Håkan Samuelsson, president and chief executive, Volvo Cars
Volvo is taking this bold step in response to increasing customer demand for fuel efficient and low-carbon transportation alternatives, he added.
“This is about the customer. People increasingly demand electrified cars and we want to respond to our customers’ current and future needs. You can now pick and choose whichever electrified Volvo you wish,” Samuelsson said.
Volvo said it will launch five fully electric cars between 2019 and 2021, three of which will be Volvo passenger car models and two of which will be sport cars under Volvo’s performance car arm, Polestar.
Aside from moving its business to electric cars, Volvo also announced plans to reduce the carbon emissions of its manufacturing facilities by 2025.
Volvo is targeting a total of 1 million electrified vehicles on the road by 2025. It plans to redesign its current models to become fully electric, plug in hybrid cars, or mild hybrid cars.
Unlike plug-in hybrids which have an electric motor, internal combustion engine and batteries that can be charged from a plug point, mild hybrids don’t have an electric motor and battery storage. Rather, they have a combustion engine with an electric starter motor that turns off the engine when the car is coasting, braking or stopped, making it more fuel-efficient.

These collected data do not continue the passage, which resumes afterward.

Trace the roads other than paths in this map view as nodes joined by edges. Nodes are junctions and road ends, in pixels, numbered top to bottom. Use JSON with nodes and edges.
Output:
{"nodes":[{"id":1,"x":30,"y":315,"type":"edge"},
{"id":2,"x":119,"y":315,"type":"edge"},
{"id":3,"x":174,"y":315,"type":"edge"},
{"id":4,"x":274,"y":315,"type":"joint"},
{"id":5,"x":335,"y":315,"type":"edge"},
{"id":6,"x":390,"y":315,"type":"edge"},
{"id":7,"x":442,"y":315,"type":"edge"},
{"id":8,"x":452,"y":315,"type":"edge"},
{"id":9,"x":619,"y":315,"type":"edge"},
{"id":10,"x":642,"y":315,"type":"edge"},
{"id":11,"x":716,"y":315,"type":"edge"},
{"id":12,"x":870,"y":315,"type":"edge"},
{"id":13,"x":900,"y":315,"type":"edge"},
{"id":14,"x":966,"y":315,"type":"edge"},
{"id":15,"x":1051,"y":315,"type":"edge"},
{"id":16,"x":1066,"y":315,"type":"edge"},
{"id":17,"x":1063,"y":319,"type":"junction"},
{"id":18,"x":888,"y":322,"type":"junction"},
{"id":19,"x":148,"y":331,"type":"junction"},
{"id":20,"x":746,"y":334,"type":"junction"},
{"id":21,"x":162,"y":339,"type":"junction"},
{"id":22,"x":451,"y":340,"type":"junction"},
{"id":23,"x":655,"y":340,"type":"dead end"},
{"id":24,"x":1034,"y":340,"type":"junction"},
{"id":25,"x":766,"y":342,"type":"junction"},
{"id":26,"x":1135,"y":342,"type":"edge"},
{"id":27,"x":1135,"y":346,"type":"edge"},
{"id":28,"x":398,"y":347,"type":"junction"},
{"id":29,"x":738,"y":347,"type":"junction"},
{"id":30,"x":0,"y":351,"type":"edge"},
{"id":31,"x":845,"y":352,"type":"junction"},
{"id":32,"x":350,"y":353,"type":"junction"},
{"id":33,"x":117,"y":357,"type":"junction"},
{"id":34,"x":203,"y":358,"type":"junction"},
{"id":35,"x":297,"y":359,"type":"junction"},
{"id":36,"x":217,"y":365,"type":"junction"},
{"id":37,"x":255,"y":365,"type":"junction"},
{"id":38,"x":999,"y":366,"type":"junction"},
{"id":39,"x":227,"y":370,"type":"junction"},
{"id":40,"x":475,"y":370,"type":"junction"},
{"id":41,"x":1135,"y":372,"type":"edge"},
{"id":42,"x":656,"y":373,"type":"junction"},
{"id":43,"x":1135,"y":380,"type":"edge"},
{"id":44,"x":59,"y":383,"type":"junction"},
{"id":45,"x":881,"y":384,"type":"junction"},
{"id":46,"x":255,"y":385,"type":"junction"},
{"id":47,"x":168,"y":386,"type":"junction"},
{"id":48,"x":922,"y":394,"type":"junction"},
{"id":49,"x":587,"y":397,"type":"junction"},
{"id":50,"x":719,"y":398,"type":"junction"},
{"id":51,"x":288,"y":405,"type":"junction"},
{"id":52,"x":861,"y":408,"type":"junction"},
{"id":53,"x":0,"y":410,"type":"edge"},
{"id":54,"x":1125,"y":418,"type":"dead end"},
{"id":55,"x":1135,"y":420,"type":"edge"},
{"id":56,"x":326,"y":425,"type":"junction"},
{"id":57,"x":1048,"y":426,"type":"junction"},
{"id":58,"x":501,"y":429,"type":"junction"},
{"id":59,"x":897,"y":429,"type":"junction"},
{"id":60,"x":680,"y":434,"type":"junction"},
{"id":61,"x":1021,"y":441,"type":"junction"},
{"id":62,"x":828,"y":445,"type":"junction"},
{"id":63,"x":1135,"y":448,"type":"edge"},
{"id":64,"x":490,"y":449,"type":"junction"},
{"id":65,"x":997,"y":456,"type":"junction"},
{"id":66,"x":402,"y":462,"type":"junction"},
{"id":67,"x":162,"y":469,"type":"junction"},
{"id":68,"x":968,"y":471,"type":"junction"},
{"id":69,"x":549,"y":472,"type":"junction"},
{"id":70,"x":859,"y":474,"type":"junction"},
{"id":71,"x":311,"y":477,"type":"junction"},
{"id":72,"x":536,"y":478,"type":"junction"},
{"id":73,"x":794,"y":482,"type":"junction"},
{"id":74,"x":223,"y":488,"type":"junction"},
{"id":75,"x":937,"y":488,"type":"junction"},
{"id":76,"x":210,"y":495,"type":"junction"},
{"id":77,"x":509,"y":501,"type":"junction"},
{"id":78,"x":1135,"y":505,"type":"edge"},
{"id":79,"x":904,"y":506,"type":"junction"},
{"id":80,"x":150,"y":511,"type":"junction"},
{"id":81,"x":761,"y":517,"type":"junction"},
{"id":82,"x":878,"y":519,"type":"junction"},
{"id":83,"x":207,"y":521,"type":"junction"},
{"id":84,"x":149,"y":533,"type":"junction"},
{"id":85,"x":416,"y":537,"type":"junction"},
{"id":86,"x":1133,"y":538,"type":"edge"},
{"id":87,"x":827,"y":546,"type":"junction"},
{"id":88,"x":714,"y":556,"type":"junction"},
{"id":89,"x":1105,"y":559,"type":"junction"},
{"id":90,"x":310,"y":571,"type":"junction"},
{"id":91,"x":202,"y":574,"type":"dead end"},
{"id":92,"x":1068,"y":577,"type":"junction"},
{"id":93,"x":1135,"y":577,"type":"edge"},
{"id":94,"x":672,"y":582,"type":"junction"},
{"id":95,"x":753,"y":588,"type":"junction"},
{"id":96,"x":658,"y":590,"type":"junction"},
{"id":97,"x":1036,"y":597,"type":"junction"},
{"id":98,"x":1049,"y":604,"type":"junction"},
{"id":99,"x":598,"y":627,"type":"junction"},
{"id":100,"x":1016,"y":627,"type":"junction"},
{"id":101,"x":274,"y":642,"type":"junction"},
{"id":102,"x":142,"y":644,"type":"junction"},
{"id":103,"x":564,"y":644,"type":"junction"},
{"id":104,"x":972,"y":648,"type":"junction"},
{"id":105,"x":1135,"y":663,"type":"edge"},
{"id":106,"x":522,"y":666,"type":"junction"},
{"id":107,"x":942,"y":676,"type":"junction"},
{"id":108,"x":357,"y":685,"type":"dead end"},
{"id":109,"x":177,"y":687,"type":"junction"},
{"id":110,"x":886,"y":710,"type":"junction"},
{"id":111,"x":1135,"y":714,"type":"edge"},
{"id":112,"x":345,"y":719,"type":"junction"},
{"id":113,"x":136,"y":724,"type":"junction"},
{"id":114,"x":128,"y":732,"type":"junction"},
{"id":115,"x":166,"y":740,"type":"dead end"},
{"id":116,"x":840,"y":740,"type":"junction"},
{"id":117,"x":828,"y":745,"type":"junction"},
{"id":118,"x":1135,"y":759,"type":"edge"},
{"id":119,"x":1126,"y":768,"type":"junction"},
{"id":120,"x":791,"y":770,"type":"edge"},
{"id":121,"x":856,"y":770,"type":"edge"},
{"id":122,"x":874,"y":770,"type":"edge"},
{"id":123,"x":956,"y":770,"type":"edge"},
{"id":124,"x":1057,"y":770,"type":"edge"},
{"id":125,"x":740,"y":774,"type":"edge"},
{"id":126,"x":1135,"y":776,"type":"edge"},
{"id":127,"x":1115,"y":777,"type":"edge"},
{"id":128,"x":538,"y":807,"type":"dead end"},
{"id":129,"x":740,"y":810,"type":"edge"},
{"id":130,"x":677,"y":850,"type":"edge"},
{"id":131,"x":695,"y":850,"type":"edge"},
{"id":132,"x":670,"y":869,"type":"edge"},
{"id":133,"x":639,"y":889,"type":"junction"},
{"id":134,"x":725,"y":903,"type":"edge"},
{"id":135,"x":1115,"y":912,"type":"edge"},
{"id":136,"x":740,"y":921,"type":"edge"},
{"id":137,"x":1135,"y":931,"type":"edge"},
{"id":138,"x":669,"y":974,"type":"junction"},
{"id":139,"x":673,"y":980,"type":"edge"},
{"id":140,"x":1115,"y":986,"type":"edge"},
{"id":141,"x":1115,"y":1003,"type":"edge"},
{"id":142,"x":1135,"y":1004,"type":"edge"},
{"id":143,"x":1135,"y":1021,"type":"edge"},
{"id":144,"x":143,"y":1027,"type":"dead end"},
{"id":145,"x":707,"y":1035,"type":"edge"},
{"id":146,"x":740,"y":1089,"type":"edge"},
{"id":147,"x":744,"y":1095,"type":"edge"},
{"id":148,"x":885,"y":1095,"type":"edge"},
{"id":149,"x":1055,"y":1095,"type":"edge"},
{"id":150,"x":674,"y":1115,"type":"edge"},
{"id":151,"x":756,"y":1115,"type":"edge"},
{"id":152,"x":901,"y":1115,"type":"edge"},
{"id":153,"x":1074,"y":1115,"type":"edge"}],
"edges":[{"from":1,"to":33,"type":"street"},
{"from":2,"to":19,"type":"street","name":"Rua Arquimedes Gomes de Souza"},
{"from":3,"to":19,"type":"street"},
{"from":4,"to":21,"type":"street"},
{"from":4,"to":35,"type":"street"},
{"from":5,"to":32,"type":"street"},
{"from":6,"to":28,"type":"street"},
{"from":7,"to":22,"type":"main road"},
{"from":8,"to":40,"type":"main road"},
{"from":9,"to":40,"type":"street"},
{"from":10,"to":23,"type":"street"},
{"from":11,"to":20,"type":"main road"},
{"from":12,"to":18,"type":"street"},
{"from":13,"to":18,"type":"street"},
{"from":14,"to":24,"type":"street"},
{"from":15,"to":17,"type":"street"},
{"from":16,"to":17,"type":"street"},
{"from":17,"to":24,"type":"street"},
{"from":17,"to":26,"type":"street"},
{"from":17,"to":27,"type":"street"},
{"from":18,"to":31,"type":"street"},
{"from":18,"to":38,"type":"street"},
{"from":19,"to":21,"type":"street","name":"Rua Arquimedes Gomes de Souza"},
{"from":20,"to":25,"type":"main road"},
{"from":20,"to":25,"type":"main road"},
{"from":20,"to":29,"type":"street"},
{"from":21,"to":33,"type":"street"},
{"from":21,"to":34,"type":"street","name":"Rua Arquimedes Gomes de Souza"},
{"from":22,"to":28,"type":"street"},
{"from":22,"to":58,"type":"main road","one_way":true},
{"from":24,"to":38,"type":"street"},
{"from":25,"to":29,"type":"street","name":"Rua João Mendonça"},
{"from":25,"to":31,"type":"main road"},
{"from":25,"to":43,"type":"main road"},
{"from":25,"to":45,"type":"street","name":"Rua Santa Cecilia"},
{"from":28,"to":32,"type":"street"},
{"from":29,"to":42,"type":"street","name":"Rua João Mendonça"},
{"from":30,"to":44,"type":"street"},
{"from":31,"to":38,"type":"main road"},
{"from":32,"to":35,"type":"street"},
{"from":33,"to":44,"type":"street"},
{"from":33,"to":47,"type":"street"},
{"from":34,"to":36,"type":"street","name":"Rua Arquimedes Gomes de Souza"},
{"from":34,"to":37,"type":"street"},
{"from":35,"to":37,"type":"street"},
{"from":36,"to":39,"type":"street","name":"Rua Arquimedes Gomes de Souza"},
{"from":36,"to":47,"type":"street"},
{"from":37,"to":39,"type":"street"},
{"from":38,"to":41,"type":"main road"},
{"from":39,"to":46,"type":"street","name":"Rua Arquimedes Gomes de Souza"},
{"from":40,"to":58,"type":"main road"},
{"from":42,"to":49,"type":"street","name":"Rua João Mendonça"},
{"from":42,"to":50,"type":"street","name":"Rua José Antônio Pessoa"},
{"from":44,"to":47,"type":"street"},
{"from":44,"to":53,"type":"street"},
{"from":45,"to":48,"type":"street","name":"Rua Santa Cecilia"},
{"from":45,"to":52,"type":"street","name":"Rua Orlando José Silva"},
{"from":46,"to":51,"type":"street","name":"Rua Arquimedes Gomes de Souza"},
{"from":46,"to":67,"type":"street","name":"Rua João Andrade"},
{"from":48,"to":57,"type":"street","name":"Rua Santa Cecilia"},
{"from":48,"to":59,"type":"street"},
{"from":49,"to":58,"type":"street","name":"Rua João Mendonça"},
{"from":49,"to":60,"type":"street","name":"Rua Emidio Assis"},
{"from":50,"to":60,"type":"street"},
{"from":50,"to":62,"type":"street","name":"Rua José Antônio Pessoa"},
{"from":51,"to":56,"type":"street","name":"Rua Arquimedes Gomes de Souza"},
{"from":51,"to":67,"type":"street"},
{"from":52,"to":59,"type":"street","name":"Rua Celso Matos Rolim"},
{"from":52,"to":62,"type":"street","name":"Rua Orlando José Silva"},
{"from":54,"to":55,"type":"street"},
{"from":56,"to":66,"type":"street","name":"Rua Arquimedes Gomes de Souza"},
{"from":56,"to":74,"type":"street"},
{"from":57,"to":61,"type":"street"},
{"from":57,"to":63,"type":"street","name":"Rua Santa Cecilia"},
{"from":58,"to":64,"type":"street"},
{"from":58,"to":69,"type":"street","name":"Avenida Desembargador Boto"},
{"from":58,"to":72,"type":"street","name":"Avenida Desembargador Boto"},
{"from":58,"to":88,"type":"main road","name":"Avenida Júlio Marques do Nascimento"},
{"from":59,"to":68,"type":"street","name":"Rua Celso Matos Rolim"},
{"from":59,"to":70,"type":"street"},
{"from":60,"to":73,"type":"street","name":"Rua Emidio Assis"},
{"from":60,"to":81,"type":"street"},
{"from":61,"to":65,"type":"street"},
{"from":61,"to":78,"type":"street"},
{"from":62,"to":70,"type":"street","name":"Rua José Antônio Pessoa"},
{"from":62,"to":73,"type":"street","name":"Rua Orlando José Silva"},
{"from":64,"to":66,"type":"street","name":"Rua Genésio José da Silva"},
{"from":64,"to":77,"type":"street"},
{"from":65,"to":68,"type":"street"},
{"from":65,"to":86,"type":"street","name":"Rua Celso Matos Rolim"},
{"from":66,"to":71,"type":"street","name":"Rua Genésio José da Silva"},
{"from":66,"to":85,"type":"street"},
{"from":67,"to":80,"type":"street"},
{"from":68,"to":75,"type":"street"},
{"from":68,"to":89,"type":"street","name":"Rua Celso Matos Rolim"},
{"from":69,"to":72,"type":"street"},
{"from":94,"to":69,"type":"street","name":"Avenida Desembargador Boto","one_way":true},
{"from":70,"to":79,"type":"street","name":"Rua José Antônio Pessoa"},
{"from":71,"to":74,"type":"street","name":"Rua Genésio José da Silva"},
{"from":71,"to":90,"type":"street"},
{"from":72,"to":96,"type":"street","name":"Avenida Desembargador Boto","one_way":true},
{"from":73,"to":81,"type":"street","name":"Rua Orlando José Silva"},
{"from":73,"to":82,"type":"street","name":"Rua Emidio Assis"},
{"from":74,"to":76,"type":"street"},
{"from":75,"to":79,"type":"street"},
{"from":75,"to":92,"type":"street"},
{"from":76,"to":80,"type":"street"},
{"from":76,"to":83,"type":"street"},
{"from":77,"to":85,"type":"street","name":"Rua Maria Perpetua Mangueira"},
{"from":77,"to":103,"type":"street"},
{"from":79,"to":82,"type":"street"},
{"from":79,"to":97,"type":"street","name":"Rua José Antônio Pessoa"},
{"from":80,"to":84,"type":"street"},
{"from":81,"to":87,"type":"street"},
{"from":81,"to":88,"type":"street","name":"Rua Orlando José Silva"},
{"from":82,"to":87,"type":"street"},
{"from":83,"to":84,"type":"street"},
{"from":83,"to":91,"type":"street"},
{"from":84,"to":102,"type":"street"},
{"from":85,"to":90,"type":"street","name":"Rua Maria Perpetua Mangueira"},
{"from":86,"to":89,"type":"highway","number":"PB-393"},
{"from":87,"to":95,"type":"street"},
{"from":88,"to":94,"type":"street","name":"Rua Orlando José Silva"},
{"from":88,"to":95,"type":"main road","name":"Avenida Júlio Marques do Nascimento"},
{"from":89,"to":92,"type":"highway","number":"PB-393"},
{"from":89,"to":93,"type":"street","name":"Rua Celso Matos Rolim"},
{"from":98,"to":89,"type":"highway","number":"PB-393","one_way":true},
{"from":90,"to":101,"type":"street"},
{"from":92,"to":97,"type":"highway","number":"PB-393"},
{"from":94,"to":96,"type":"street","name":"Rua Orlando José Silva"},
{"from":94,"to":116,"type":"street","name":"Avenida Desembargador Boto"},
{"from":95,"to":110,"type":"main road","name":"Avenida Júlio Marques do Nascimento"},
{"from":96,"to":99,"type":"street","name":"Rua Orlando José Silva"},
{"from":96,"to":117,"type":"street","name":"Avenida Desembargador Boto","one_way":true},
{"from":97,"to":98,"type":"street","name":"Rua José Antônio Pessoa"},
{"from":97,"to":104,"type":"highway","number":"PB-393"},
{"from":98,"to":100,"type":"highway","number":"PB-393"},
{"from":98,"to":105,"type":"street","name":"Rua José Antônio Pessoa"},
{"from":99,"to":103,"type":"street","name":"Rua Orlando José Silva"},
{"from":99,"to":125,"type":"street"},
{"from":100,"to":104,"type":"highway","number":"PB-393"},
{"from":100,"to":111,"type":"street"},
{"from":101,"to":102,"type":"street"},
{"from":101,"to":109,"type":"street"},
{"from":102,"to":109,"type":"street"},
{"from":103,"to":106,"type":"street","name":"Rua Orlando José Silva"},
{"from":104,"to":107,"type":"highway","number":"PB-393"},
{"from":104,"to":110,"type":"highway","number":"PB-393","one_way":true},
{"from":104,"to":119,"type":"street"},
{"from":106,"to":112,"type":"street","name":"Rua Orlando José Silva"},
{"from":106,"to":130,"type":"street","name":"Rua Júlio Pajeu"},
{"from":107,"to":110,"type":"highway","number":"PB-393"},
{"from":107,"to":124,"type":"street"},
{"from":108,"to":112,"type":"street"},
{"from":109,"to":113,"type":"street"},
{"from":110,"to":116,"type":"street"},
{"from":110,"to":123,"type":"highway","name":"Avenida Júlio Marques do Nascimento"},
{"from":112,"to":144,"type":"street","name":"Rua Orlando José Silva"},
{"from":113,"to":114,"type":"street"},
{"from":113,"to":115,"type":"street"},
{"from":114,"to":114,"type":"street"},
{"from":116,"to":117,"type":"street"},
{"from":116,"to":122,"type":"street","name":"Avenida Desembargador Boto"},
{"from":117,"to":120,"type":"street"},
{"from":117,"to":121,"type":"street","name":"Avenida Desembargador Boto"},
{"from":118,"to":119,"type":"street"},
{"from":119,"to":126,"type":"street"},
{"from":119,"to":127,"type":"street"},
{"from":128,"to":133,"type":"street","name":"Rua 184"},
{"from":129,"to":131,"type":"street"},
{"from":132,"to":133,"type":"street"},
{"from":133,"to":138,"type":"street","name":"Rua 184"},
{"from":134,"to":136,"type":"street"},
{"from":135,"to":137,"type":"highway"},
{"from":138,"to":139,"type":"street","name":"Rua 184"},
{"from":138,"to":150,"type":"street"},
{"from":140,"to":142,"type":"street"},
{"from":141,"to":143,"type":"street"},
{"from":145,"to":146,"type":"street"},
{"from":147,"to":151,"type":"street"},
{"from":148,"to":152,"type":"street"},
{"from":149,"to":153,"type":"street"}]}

The company will be joining leading electric vehicle (EV) makers Renault-Nissan Alliance, Tesla, and BMW among others in the electric car market, which has seen a 60 per cent growth last year.
According to Paris-based intergovernmental organisation International Energy Agency’s (IEA) Global EV Outlook 2017, some 2 million electric vehicles took the roads in 2016, with China emerging as the largest electric car market worldwide.
Forty per cent of the world’s electric cars were sold in China last year, more than double the number of units sold in the United States, the report said.
While the “cool” factor of owning electric cars may be pulling sales up, the IEA credits the current market uptake largely to supportive government policies.
Volvo can expect to benefit from similar policy support, as its home markets – Sweden and China – are among the countries that give the most generous government incentives for electric car manufacturers.
In Sweden, the government offers incentives to private companies that give their workers electric vehicles as “benefit cars,” or cars that workers can also use for private driving.
The government offers private companies up to US $4,500 rebate for the purchase of fully electric vehicles and about half that sum for plug-in hybrids. Six per cent of all cars sold in Sweden last year were electrified. The country holds the third biggest share in the world in terms of the number of passenger electric cars successfully deployed, after Norway and The Netherlands.
China’s central government, on the other hand, offers a subsidy of up to US$6300 for the purchase of new-energy vehicles-comprising electric vehicles, plug-in hybrids and fuel-cell cars. This incentive will be in effect until 2020.
“Policy support will remain indispensable at least in the medium term for lowering barriers to electric car adoption. As electric car sales keep growing, governments will need to reconsider their policy tools,” the IEA report highlighted.